You are sitting down. I don’t want you to have your back up against the back rest. I want you to move forward so have your seat away. I want you to be nice and upright, keeping that curve in the lower back and tightening the abdominals. Your shoulders are opened up and head is in line with your shoulders to be in a good starting position. Now, we are going to bring the chin back. You are kind of bringing the chin down and back and then elongating the back of the head. It is a small movement.
You are not going to make some of the common mistakes that people make which is bringing the head back, tilt it a bit, dropping the chin, elongating the back of the head too much or bringing the head straight back.
You are dropping the chin a little bit and then elongating the back of the head. We are improving that head position where the head is in line with the shoulders. We are also working on stretching out the back of the muscles in the back of the head and then also working on those deep neck muscles.

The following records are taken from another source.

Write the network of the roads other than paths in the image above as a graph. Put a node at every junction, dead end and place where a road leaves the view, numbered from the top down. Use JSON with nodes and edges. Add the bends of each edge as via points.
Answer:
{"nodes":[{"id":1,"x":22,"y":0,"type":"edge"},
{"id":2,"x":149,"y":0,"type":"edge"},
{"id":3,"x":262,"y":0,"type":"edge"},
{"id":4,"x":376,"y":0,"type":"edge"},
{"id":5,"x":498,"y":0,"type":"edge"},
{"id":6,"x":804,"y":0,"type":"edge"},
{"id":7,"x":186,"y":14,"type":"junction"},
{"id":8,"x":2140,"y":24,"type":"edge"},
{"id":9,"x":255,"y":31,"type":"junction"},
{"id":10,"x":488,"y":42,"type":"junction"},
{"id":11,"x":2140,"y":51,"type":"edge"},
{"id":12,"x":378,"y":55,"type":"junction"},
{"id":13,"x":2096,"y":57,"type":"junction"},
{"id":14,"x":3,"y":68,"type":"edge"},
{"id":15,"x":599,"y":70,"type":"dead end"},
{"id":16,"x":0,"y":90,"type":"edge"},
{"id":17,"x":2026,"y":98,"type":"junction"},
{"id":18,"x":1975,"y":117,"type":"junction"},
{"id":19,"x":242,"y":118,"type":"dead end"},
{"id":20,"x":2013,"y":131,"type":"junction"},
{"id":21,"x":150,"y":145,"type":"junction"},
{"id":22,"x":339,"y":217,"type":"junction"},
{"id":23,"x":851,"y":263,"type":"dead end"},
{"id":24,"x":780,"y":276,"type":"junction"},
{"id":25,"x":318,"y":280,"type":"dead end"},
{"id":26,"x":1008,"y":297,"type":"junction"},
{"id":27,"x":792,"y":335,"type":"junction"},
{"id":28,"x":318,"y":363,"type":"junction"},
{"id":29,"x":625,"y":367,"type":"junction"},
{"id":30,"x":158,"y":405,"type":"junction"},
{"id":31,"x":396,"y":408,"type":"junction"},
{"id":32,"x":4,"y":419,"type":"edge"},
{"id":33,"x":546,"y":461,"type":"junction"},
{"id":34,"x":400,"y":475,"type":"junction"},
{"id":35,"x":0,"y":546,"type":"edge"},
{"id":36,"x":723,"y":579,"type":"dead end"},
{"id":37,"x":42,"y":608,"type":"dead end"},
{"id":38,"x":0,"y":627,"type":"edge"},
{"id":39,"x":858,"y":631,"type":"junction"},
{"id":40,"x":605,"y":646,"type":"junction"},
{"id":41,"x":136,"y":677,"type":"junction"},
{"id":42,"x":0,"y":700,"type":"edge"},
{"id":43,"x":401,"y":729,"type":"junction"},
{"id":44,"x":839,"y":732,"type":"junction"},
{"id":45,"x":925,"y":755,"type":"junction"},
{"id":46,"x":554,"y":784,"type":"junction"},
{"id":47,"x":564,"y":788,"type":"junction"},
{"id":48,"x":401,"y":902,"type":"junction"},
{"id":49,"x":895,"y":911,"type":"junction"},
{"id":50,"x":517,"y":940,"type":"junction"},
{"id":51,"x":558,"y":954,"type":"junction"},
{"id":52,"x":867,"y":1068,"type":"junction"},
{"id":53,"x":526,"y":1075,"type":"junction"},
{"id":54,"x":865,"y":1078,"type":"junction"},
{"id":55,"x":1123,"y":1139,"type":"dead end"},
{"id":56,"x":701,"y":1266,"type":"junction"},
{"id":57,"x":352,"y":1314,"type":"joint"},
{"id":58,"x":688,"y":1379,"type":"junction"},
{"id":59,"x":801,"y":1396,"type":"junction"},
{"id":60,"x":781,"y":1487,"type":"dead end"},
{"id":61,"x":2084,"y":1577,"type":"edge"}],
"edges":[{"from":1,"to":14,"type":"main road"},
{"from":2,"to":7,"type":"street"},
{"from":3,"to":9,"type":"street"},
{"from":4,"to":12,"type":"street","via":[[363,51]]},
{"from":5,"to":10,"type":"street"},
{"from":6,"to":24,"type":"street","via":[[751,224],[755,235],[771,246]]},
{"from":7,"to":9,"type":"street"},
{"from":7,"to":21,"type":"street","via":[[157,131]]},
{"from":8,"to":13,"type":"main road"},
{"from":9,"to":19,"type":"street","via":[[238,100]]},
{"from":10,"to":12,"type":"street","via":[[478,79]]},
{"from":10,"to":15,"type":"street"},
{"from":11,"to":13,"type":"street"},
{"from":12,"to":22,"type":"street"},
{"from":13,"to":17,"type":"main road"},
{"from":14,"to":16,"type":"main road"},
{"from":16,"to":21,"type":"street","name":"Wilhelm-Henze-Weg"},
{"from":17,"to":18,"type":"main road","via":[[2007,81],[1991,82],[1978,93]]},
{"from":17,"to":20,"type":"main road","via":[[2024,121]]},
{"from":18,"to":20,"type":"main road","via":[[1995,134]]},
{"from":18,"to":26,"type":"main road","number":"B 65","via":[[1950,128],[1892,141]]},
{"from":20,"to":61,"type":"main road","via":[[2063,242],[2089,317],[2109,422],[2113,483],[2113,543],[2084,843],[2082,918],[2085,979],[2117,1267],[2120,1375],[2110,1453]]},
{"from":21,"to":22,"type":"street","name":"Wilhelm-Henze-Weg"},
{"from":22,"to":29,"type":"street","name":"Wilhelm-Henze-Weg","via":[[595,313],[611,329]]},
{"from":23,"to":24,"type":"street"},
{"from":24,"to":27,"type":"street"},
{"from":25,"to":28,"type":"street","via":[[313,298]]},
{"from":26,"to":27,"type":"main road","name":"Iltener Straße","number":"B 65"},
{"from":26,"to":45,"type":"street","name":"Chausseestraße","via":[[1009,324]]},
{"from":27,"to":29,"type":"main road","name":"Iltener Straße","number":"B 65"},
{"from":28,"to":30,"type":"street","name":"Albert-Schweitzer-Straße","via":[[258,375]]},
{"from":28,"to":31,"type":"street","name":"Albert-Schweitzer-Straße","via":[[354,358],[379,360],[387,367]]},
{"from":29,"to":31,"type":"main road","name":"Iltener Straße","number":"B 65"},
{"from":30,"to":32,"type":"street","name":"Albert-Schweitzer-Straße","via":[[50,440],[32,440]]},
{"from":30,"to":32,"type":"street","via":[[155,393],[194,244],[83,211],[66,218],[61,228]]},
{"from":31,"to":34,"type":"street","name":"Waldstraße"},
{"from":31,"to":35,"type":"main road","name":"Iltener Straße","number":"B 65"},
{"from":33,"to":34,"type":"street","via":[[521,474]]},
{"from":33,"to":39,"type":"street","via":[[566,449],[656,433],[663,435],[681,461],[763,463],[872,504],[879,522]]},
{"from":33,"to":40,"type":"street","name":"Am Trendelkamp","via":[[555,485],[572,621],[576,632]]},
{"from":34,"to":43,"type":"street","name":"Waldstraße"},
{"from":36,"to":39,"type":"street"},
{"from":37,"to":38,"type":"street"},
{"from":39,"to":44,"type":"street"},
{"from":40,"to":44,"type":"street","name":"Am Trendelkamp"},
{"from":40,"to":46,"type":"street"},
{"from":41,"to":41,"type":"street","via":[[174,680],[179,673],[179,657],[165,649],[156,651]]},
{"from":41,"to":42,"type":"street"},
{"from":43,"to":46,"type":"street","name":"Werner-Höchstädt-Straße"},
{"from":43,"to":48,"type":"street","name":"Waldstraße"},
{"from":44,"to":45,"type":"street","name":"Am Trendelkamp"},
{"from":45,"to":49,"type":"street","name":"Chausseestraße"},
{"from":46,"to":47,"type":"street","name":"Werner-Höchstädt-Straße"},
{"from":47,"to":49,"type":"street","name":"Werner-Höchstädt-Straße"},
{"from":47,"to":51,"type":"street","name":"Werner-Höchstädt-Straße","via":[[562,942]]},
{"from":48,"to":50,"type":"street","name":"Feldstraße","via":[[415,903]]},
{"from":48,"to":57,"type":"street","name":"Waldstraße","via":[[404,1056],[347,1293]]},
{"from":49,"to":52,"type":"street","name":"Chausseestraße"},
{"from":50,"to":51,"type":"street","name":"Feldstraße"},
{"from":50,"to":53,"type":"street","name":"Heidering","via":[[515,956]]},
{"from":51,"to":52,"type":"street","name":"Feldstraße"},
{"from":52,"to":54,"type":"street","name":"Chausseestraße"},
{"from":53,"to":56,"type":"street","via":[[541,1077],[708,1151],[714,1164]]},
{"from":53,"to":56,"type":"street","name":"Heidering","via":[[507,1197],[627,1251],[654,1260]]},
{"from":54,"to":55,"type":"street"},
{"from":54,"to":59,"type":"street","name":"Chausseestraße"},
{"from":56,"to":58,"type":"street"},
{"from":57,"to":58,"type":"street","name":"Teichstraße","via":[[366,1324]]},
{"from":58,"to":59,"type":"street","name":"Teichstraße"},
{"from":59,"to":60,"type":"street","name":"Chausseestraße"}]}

With this exercise, you are not going to do like 50 repetitions of it as it will irritate things and your muscles and neck are going to be unhappy. Start off with five repetitions. You are holding the position for about one second. After you have done that, see how it feels if it is better, worse or the same. Now if it feels worse, make sure you are doing the technique correctly. If it feels better then progress it. You can stick with five repetitions. Instead of holding for a second, you are going to hold it for about five seconds and then you can progress on to ten repetitions, holding for five or ten seconds.
Give that exercise a go if you have neck pain and if you are looking for the best neck pain relief exercise.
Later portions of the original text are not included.